As businesses use machine learning across more areas of their business to make informed decisions, we see them facing four significant challenges:
- Increasing agility to launch machine learning capabilities more quickly to meet a range of business needs, from inventory optimization to fraud detection.
- Minimizing the cost of delivering business intelligence and machine learning in a hybrid cloud or multi-cloud environment.
- Quickly and easily scaling data management and analytic capabilities as workloads change.
- Seamlessly switching from one hyperscaler to another to take advantage of the best balance between cost and performance, while meeting business requirements.
To address these challenges, businesses need to combine the best of data warehouses and data lakes into a new data architecture. The “lakehouse architecture” is gaining support from leading hyperscalers, in partnership with their technology and service provider partners.
Lakehouses evolved to overcome the limits of data delivery platforms such as data warehouses and data lakes, which are often too expensive to maintain and cannot support the types and amount of data required by today’s machine learning systems.
More + Different Data = Storage and Management Challenges
Enterprises deployed data marts in the 1970s and 1980s to provide easier, cost-effective access to data that had previously been siloed in individual applications. A data mart might, for example, be used to combine information from a customer relationship management (CRM) system with product purchase records from an accounting system in order to track a customer’s lifetime value to the enterprise.
Over time, businesses sought to aggregate data from multiple data marts into data warehouses, to gain a more complete view of their customers and the business. Such a warehouse might combine CRM and purchase data with manufacturing and supply chain data to better understand not only sales trends but also manufacturing quality and supply chain efficiency.
In the last 10 years, businesses created even more comprehensive data stores called data lakes. Unlike data marts and data warehouses – which typically store only structured data such as SQL databases – data lakes store almost any information, in any format, including video, images and social media posts. The ability to scale with data lakes allowed for the massive amounts of data needed to build and train machine learning models.
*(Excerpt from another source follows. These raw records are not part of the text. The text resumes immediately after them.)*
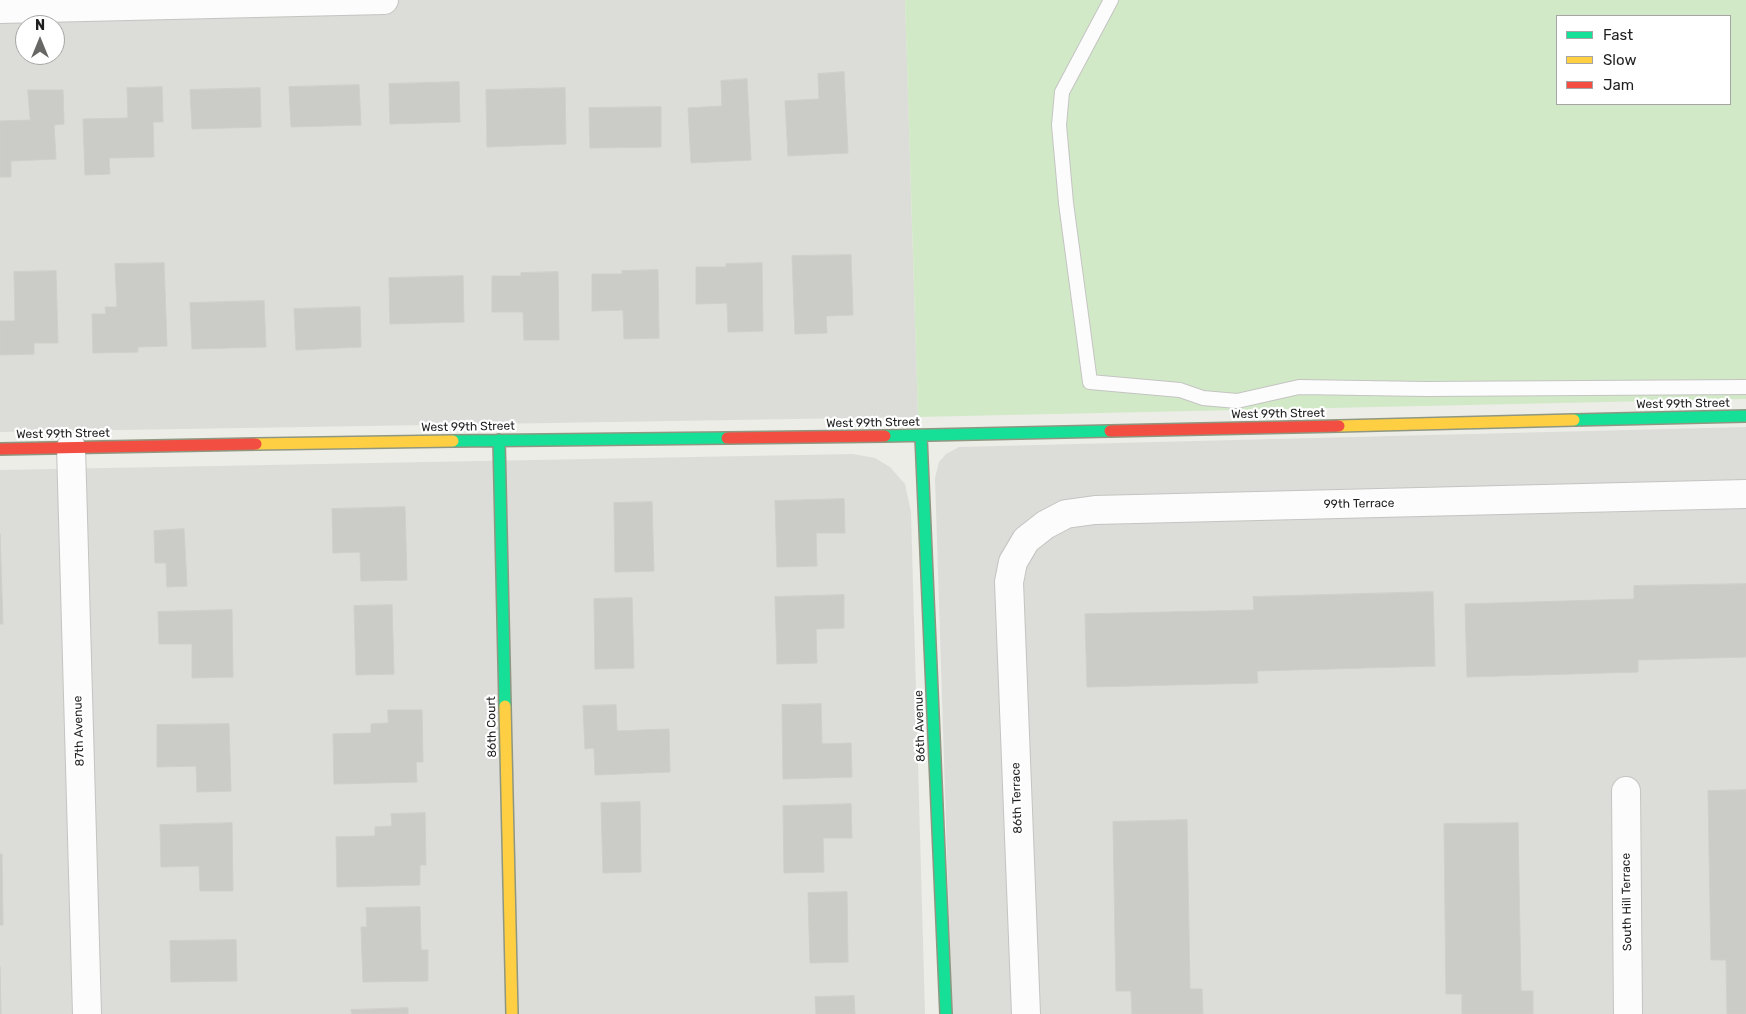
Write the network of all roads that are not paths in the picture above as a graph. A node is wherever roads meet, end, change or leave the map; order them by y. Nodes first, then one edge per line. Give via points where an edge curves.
1 (384, 0) edge
2 (1111, 0) edge
3 (0, 10) edge
4 (1746, 388) edge
5 (1746, 416) edge
6 (921, 436) junction
7 (499, 440) junction
8 (71, 447) junction
9 (0, 449) edge
10 (1746, 494) edge
11 (1009, 582) joint
12 (1626, 791) dead end
13 (88, 1014) edge
14 (512, 1014) edge
15 (946, 1014) edge
16 (1026, 1014) edge
17 (1628, 1014) edge

1 - 3 street
2 - 4 lane via 1062,92 1060,125 1066,204 1090,382 1180,390 1203,398 1237,401 1299,387
5 - 6 street, West 99th Street
6 - 7 street, West 99th Street
6 - 15 street, 86th Avenue
7 - 8 street, West 99th Street
7 - 14 street, 86th Court
8 - 9 street, West 99th Street
8 - 13 street, 87th Avenue
10 - 11 street, 99th Terrace via 1095,510 1066,514 1026,540 1013,562
11 - 16 street, 86th Terrace
12 - 17 street, South Hill Terrace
But like data warehouses before them, the new data management and delivery pipelines that data lakes require can make them too expensive to create and maintain. Adding to the cost burden, many businesses maintain both: data warehouses (to meet existing analytics needs) and data lakes (to support new machine learning applications). Doing so doubles their data storage and management costs.
Enter the Lakehouse
A new approach to meeting these needs is a data architecture known as a lakehouse, which aims to combine the best features of data warehouses and data lakes by providing:
- Support for both traditional SQL-based structured data and for other, more modern, data formats.
- A robust data storage and compute model that leverages any data format or scale of data to more quickly and easily build machine learning models.
- A unified view of data engineering and consumption that reduces costs and speeds up innovation for users, analysts and data scientists.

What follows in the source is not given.